Created during the combustion process, dioxins can attach themselves to soot particles, traveling through the air and eventually settling on lakes, reservoirs and soil, McBride said. High concentrations of these chemicals on farmland where livestock are grazing could cause the animals to ingest the chemicals, potentially contaminating the food chain. McBride said people near the huge plume of smoke were also likely inhaling dioxins coming from the fire.

“It’s anybody’s guess as to whether that may cause cancer 10 or 20 years from now,” McBride said. “But it does increase the risk.”

Bowers said it’s difficult to know whether the controlled release was the best way to contain the fire without having all the facts, but that it is a question worth asking those who were a part of the decision.

“I certainly think it’s fair to ask that question,” Bowers said. “It is possible that the railroad company suggested the controlled release because it was the fastest way to clean up the rails and continue operating.”

Though Bowers said he hopes officials who made the decision did it in good faith because they had the data to back it up.

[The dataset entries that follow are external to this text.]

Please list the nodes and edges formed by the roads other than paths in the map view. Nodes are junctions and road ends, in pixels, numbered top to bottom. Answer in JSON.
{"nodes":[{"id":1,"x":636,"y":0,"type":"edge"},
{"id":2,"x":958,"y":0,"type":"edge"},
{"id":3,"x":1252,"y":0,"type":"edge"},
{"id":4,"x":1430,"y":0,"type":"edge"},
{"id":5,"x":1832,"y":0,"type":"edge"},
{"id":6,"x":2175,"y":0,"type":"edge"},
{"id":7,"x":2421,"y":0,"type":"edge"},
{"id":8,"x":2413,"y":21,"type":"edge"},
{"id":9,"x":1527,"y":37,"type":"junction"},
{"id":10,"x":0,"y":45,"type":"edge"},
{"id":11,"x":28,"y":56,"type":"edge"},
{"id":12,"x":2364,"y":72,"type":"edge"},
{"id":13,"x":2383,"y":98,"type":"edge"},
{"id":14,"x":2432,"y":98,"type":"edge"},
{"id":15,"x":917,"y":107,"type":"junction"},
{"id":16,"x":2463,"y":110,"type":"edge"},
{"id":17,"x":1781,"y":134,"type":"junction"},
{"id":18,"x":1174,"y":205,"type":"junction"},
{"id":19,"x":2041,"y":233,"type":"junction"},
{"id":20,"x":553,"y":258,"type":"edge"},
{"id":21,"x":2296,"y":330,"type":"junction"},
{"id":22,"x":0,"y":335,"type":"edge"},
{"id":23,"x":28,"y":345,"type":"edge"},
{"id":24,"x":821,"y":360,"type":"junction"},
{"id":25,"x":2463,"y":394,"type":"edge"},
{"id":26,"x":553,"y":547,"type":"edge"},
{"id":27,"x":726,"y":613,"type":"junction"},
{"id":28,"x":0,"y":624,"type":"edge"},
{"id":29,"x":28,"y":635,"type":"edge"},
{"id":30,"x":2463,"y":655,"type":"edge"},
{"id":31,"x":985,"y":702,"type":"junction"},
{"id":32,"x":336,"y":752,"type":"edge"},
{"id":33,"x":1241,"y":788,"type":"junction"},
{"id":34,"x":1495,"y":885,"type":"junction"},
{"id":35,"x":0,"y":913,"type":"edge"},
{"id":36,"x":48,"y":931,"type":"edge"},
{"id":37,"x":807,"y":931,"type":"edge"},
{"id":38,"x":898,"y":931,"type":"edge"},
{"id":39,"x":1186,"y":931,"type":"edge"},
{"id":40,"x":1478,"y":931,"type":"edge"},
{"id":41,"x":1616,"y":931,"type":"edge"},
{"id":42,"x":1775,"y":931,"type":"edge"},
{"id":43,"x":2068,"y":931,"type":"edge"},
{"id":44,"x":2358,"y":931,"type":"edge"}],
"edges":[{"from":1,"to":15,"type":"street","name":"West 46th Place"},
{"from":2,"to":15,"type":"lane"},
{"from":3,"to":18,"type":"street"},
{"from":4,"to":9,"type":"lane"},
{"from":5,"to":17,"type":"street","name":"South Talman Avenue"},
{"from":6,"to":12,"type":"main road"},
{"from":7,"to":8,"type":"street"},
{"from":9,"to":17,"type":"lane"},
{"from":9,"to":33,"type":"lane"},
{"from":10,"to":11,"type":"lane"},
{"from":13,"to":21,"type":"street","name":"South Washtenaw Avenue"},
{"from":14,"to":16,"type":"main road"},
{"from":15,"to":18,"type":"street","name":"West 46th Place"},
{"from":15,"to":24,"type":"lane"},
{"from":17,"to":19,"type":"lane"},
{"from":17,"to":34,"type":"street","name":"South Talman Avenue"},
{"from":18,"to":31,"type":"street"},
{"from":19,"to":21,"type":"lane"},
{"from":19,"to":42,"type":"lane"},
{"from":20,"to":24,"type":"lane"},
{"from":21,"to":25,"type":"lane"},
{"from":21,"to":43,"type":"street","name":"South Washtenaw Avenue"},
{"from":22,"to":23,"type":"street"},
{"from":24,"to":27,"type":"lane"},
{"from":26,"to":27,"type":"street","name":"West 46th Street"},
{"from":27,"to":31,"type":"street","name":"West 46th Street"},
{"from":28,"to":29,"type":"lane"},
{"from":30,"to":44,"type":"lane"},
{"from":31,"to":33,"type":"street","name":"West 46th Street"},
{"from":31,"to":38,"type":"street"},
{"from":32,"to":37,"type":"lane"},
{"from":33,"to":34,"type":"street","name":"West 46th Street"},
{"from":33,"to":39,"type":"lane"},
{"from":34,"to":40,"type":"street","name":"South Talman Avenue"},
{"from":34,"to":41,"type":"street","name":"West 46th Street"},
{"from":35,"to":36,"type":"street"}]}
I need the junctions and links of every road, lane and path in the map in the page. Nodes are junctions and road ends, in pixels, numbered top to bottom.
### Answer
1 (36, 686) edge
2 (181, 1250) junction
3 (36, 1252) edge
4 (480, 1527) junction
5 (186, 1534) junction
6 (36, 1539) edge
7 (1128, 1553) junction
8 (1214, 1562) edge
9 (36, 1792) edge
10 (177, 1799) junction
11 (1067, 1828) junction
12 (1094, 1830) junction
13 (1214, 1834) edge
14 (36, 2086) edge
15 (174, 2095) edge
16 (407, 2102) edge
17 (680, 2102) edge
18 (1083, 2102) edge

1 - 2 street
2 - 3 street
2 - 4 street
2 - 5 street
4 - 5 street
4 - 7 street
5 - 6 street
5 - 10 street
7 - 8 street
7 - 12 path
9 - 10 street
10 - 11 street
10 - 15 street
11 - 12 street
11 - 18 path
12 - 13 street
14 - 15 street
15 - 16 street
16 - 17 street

“They had to know that releasing that material was the lesser of two evils,” Bowers said.

Lichtveld said emergency plans are in measure when an incident involving a derailment and a spill takes place. If there has been an extensive amount of chemicals spilled, Lichtveld said a controlled release is the way to go to prevent the volatile organic compounds from spreading to the soil, ground water and eventually, drinking water.

“In this case, because of the volume of the chemical that was spilled, the decision was to do a controlled release,” Lichtveld said.

Some residents say it’s too late to look back to answer whether the controlled release was the best measure to contain the spill following the derailment.

Aaron Bragg, who owns a rental home less than a quarter of a mile from the derailment site, said he supports the controlled release decision if it meant avoiding a massive explosion, but he questions assurances of safety.

“I don’t feel like we will ever, ever know if that’s the truth or not,” Bragg said. “I pray that is in fact true.”

Bragg has been raising alarm in the neighborhood about the threat of dioxins.

But Bragg, who lives a few miles away in New Waterford, Ohio, said neighbors and environmental officials with whom he has shared his concerns don’t seem to have taken them seriously. “They kind of roll their eyes at me,” he said.

Justine McDaniel contributed to this report.